## [WHAT THE TASK ASKS]
From the data below, report how many lines contain the word "محمد", giving the number and nothing else.

## [RECORDS PROVIDED]
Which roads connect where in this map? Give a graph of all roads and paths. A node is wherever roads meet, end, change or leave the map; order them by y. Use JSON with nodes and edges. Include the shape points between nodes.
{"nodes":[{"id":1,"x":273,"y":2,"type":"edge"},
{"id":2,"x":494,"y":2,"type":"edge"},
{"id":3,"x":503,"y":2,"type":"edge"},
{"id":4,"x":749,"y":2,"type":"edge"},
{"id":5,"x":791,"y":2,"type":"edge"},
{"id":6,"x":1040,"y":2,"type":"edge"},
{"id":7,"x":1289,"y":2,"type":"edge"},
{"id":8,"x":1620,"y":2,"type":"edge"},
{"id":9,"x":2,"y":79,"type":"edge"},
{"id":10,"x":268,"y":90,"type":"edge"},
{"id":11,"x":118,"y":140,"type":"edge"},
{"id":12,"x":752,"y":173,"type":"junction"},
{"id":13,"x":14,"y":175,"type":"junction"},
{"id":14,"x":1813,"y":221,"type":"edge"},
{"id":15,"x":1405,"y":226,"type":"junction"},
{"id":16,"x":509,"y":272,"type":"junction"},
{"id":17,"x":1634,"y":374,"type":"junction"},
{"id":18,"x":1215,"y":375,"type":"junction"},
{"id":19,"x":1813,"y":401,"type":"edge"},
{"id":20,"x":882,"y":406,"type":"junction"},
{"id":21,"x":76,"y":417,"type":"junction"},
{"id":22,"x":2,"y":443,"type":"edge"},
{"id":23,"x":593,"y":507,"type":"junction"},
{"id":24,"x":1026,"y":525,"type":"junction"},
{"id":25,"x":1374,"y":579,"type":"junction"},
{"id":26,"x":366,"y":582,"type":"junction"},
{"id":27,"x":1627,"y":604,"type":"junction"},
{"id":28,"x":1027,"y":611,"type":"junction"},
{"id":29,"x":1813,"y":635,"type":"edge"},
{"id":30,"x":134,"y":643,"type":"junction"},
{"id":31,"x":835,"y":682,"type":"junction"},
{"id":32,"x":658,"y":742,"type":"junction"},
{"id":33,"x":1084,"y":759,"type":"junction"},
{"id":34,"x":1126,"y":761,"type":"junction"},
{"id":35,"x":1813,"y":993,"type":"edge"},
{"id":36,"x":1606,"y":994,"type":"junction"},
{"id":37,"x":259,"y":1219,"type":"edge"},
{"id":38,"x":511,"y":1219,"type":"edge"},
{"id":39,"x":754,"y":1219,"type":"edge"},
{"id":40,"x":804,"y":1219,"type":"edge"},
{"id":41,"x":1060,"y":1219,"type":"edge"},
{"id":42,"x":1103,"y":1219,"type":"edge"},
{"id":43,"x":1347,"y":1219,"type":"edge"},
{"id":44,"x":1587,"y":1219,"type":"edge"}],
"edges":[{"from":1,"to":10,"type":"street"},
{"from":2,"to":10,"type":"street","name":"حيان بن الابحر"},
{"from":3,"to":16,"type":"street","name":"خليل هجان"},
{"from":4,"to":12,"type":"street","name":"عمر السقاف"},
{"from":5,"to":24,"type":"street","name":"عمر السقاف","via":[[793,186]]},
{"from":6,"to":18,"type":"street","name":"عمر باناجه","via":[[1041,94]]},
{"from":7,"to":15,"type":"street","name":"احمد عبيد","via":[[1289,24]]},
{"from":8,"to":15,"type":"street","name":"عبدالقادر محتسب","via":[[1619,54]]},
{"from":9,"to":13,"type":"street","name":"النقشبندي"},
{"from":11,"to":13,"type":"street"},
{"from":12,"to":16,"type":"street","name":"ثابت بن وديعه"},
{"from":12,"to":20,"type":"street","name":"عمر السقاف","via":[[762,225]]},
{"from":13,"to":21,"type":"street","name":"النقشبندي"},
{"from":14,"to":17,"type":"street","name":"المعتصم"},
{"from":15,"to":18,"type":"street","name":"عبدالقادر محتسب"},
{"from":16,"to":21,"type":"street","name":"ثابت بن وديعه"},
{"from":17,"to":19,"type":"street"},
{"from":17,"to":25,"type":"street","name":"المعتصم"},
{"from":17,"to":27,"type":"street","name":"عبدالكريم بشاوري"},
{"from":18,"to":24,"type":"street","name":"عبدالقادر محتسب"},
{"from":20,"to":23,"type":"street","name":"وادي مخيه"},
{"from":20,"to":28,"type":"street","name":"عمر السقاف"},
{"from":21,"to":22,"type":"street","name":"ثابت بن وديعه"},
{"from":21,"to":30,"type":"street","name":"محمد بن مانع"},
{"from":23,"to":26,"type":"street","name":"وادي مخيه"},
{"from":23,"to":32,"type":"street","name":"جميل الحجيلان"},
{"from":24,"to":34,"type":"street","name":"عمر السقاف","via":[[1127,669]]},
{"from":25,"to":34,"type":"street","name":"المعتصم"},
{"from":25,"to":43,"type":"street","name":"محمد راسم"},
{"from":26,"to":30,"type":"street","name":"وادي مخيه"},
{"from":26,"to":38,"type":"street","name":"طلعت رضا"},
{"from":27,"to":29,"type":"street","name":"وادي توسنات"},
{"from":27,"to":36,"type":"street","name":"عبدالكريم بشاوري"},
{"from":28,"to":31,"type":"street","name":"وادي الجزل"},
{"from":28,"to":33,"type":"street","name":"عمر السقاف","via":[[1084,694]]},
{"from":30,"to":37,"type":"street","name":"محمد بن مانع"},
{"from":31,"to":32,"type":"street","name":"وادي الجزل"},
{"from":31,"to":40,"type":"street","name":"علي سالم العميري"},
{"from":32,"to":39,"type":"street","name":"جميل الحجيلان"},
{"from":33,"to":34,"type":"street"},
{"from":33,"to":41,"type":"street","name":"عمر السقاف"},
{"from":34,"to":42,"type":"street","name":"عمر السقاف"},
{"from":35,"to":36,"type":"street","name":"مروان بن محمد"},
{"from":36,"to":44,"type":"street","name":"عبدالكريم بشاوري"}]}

## [ANSWER SPACE]
4